Posted by cloud_9 | May 11, 2013 @ 12:20 PM | 3,329 Views
Tip Stall and Flaperons
Discussion / Posted by cloud-9 / Jul 10, 2008 @ 12:05 PM / 7,900 Views / 0 Comments / Reply
Why flaperons increase the tendency to tip stalling. Comments and corrections most welcome.

Full length flaperons:

The angle of attack at the root is usually greater than at the tip, thanks to washout, even when flying level. Thus, in level flight, stall starts at the (trailing edge of the) wing root. When banked and turning, the inside wing tip travels slower than the root, the outside wingtip travels faster than the root. The inside wingtip generates less lift, since it is traveling slower. So when turning, there is a tendency for the inside wing to drop, and a tendency for the outside tip to lift, relative to flying level. This can lead to tip stall.
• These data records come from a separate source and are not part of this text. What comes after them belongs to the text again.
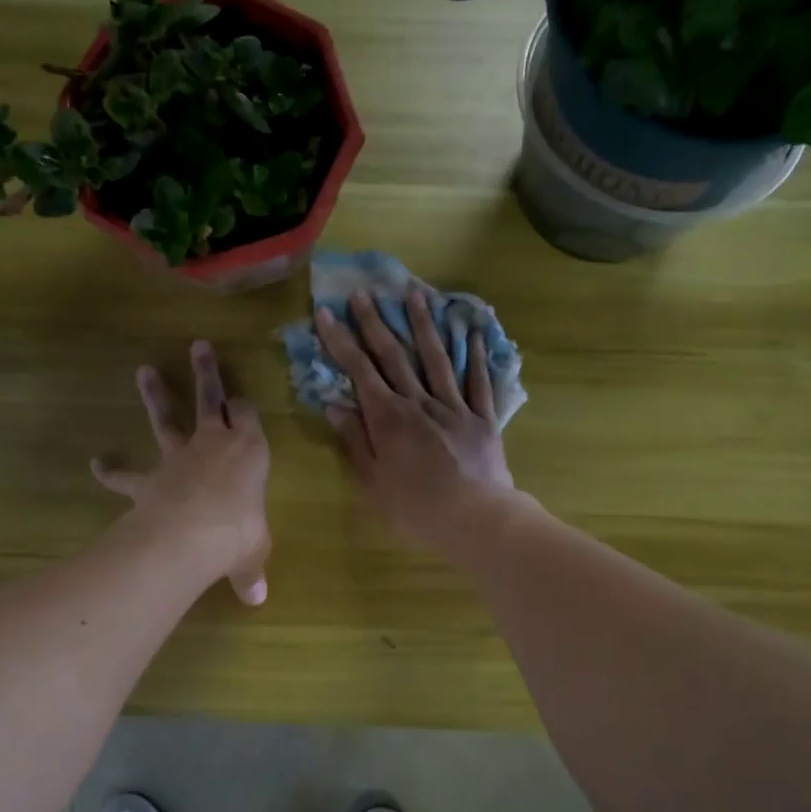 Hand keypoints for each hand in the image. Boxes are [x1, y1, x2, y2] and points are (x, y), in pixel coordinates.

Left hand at [93, 341, 270, 604]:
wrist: (190, 534)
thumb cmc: (238, 533)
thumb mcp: (253, 552)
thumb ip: (250, 570)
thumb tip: (257, 599)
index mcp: (249, 451)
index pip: (249, 417)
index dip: (245, 406)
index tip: (242, 399)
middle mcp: (214, 444)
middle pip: (210, 399)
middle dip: (206, 373)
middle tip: (199, 347)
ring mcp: (178, 457)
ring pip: (166, 419)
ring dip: (155, 395)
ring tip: (143, 371)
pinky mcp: (149, 479)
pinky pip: (128, 474)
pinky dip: (111, 470)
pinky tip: (97, 463)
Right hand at [317, 287, 517, 553]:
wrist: (475, 518)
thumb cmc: (415, 507)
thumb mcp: (373, 481)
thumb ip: (355, 440)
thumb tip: (335, 406)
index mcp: (388, 417)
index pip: (359, 370)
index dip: (341, 340)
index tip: (328, 313)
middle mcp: (419, 402)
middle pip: (394, 355)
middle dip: (375, 322)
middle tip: (364, 292)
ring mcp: (454, 406)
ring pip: (436, 357)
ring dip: (423, 324)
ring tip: (415, 293)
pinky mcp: (482, 417)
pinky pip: (478, 380)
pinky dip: (474, 355)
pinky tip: (471, 331) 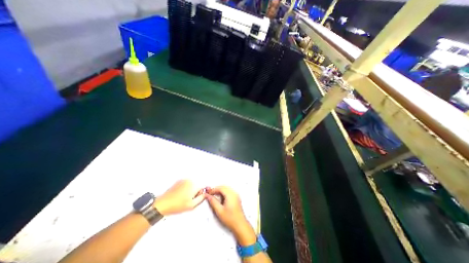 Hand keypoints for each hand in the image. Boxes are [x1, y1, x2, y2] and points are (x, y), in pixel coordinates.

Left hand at [155, 181, 204, 215]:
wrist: (163, 204)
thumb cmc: (177, 205)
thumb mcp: (192, 205)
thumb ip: (201, 199)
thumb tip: (205, 194)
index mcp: (194, 185)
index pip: (203, 187)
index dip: (200, 194)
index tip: (196, 199)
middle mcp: (190, 180)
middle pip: (197, 185)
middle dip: (195, 192)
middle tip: (189, 200)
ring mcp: (184, 180)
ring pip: (192, 185)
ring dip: (190, 190)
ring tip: (183, 198)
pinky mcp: (179, 181)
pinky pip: (186, 184)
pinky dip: (185, 189)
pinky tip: (180, 195)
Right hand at [206, 186, 255, 245]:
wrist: (240, 225)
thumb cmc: (230, 219)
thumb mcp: (219, 211)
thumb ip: (213, 202)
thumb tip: (208, 196)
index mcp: (230, 195)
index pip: (220, 188)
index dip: (213, 189)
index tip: (208, 193)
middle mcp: (234, 193)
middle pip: (224, 187)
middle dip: (216, 189)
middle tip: (210, 194)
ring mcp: (236, 195)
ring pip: (226, 189)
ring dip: (220, 191)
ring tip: (214, 196)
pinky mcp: (236, 197)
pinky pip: (229, 191)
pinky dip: (224, 193)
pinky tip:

When flaperons are dropped, the overall angle of attack is increased, and stall tendency is increased (stall speed is decreased). The whole wing is more likely to stall. This magnifies effects of turning on lift and stall behavior of the wings tips and tip stall likelihood is increased.

Flaperons on outer wing:

When the flaperons are only on the outer part of the wing, the angle of attack of the outer part of the wing is increased (stall speed decreased) but the inner part of the wing is unaffected. Thus, when turning, the effect of this difference in stall characteristics of the inner and outer wing are added to the above-described effects, and tip stall probability is increased further.